Autor Gloria Ferrari
en Limba Engleză Hardback – 13 feb 2003
Over the past two hundred years, thousands of ancient Greek vases have been unearthed. Yet these artifacts remain a challenge: what did the images depicted on these vases actually mean to ancient Greek viewers? In this long-awaited book, Gloria Ferrari uses Athenian vases, literary evidence, and other works of art from the Archaic and Classical periods (520-400 B.C.) to investigate what these items can tell us about the ancient Greeks—specifically, their notions of gender.

Ferrari begins by developing a theoretical perspective on visual representation, arguing that artistic images give us access to how their subjects were imagined rather than to the way they really were. For instance, Ferrari's examinations of the many representations of women working wool reveal that these images constitute powerful metaphors—metaphors, she argues, which both reflect and construct Greek conceptions of the ideal woman and her ideal behavior.

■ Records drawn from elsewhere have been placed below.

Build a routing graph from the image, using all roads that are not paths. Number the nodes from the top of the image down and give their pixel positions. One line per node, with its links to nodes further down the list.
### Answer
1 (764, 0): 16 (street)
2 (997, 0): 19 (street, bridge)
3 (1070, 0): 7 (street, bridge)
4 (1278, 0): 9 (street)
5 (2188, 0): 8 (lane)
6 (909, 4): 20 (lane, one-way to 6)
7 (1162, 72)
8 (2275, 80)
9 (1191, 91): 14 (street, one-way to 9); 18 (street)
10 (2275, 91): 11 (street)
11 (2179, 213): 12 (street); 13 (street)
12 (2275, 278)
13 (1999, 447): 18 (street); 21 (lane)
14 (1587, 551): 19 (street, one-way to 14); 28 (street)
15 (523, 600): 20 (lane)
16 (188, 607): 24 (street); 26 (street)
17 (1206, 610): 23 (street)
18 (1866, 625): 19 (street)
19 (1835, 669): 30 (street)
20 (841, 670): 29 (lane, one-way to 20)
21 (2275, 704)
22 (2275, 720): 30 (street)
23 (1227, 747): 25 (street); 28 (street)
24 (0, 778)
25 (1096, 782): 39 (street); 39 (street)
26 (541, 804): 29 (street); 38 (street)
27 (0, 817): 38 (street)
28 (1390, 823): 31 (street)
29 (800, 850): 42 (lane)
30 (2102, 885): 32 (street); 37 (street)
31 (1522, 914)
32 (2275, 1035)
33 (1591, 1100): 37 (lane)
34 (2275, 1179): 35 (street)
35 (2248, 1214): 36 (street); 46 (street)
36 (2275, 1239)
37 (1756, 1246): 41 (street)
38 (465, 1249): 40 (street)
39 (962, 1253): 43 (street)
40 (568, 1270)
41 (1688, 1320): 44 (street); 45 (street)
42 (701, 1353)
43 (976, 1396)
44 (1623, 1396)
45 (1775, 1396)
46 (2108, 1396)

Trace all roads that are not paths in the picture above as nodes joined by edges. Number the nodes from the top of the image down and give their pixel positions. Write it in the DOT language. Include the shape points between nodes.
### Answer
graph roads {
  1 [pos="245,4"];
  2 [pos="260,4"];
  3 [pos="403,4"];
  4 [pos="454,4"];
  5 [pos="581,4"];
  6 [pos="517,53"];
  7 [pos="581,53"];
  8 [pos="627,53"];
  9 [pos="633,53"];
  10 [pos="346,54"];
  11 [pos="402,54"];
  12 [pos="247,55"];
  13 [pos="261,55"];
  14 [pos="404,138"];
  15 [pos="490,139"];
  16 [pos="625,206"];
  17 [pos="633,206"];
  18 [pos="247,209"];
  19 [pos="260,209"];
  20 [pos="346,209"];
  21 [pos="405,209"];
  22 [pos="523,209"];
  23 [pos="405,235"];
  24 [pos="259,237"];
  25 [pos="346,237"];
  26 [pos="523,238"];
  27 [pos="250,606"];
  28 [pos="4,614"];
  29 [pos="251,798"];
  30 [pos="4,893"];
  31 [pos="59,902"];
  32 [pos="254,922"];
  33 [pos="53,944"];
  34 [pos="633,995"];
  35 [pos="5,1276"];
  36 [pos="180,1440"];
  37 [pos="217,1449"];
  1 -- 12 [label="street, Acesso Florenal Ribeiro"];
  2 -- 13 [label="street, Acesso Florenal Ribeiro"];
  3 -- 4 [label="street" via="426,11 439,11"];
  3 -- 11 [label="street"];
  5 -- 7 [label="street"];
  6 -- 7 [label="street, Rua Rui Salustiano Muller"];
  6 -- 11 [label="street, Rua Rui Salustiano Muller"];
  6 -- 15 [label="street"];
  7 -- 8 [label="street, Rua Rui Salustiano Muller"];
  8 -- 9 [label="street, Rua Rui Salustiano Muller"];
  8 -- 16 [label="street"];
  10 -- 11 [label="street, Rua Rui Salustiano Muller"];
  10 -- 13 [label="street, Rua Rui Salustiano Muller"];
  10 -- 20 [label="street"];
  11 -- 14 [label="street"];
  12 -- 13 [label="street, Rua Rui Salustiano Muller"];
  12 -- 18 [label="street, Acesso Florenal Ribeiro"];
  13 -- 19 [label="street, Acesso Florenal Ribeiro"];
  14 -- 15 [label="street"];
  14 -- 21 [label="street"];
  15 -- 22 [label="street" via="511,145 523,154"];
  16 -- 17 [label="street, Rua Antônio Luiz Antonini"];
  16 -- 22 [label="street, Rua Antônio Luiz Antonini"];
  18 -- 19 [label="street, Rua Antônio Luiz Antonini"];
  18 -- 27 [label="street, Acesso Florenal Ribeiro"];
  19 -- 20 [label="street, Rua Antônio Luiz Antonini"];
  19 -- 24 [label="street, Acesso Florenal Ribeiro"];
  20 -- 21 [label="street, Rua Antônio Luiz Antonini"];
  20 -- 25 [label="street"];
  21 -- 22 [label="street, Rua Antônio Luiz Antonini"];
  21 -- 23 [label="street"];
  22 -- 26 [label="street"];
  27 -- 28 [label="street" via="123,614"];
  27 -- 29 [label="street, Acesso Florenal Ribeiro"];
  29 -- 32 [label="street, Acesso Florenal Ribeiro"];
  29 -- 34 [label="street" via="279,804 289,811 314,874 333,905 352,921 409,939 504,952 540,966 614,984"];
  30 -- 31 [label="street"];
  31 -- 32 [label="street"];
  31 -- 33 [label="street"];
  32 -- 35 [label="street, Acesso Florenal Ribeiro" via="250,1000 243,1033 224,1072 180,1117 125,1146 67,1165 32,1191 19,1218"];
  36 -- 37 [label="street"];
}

From this perspective, Ferrari studies a number of icons representing blameless femininity and ideal masculinity to reevaluate the rites of passage by which girls are made ready for marriage and boys become men. Representations of the nude male body in Archaic statues known as kouroi, for example, symbolize manhood itself and shed new light on the much-discussed institution of paiderastia. And, in Ferrari's hands, imagery equating maidens with arable land and buried treasure provides a fresh view of Greek ideas of matrimony.

Innovative, thought-provoking, and insightful throughout, Figures of Speech is a powerful demonstration of how the study of visual images as well as texts can reshape our understanding of ancient Greek culture.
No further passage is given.